Previously, each storage chunk was processed sequentially. This is functional, but not performant, particularly when using Reductionist (S3), due to the sequential round trip latencies of requests. This means we are not taking advantage of the concurrency provided by Reductionist.

This change switches to use a threadpool executor to process chunks. This is unlikely to be as performant as asyncio, but still provides a significant improvement without requiring an async runtime.

Some basic throttling of requests is provided by using a threadpool of a configurable size. This works well when using a single Active object, but may need refinement if multiple Active objects are in use at the same time to avoid overloading the Reductionist server.

In order to benefit from connection reuse, we switch to using a requests Session object that is shared by all threads in the pool.

This change also adds support for specifying a CA certificate to use when making requests to the Reductionist API.

Closes #121

codecov[bot] commented 1 year ago

Codecov Report

Patch coverage is 98.03% of modified lines.

Files Changed Coverage
activestorage/reductionist.py 90.00%
activestorage/active.py 100.00%
activestorage/config.py 100.00%

:loudspeaker: Thoughts on this report? Let us know!.

markgoddard commented 1 year ago

@markgoddard this looks great, very many thanks! 🍺 A couple points:

  • I am approving but can we delay the merge by just a few days, just had a call with @kchasapis and the guys at IME/RED are starting to understand the mechanics and use of Active - Konstantinos is now forking the repo and would probably appreciate it if there were no new arguments and functionality of Active that he'd have to make use of on RED; so I'll merge next week, should be good by then

No problem for me to wait here. I can always use the branch if necessary.

  • would it make sense to start thinking of a configuration that contains, amongst others, max_threads?

The configuration of PyActiveStorage does need improvement. The current config.py method isn't really a good long-term solution since it's part of the Python module.

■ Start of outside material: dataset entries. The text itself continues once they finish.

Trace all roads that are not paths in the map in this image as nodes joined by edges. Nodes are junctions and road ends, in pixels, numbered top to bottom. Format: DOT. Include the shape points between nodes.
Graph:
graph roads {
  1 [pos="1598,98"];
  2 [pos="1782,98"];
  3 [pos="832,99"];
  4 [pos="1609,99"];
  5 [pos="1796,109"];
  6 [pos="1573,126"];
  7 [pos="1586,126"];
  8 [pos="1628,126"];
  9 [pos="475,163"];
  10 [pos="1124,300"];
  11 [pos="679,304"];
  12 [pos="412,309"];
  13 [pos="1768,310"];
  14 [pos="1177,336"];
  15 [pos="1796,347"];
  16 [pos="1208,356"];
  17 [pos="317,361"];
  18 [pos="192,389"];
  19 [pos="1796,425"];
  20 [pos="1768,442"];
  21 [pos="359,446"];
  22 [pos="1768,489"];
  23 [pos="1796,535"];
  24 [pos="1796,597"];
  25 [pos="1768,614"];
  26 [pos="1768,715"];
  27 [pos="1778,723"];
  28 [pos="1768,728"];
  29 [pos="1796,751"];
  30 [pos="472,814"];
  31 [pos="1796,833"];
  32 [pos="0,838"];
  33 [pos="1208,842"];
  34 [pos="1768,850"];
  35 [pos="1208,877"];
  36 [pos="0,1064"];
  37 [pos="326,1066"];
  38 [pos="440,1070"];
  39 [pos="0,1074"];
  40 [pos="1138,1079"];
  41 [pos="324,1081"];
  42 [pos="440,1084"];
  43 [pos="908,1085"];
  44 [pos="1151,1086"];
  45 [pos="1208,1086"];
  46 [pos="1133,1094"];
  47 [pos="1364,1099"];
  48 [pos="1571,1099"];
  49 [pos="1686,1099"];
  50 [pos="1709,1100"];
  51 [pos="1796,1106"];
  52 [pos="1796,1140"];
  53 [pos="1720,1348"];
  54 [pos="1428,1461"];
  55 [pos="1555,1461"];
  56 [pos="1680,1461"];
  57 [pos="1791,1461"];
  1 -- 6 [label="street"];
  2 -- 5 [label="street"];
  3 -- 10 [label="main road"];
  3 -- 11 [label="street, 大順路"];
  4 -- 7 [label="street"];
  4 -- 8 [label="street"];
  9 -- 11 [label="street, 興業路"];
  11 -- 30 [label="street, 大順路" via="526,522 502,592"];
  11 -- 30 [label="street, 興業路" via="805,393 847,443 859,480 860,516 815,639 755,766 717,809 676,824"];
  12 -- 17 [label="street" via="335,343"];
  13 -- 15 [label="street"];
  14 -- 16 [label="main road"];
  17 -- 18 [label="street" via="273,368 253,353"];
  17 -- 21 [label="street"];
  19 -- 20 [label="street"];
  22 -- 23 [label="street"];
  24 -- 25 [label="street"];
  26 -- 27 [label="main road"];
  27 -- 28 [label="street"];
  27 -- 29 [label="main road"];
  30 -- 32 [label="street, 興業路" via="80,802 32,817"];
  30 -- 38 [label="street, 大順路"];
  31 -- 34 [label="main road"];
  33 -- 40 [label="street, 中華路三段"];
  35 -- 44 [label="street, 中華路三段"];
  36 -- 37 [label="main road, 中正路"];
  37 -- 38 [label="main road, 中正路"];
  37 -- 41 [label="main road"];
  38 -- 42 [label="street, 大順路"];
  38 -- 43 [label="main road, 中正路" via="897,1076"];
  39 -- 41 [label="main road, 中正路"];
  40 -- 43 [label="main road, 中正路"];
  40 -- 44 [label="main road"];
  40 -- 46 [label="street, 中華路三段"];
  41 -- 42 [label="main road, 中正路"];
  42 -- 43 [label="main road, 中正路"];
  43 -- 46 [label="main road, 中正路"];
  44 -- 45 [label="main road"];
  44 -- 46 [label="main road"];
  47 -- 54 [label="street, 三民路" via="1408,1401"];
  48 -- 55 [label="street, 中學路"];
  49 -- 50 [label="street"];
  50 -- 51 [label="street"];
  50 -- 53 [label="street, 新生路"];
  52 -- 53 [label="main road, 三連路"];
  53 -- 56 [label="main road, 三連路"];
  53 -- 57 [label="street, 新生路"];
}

This probably isn't the right place to discuss it though.

  • I've used the minio_start call we have in main rather than yours in here (the one in main is still yours haha) - lemme know if the one here was better, so I can revert to it 👍

No problem - whatever works.

valeriupredoi commented 1 year ago

awesome, and yes, configuration needs discussion (even more so after RED integration), not here. Not a worry, won't dillydally anymore, will merge on Monday :+1:

valeriupredoi commented 1 year ago

cheers @markgoddard :beer: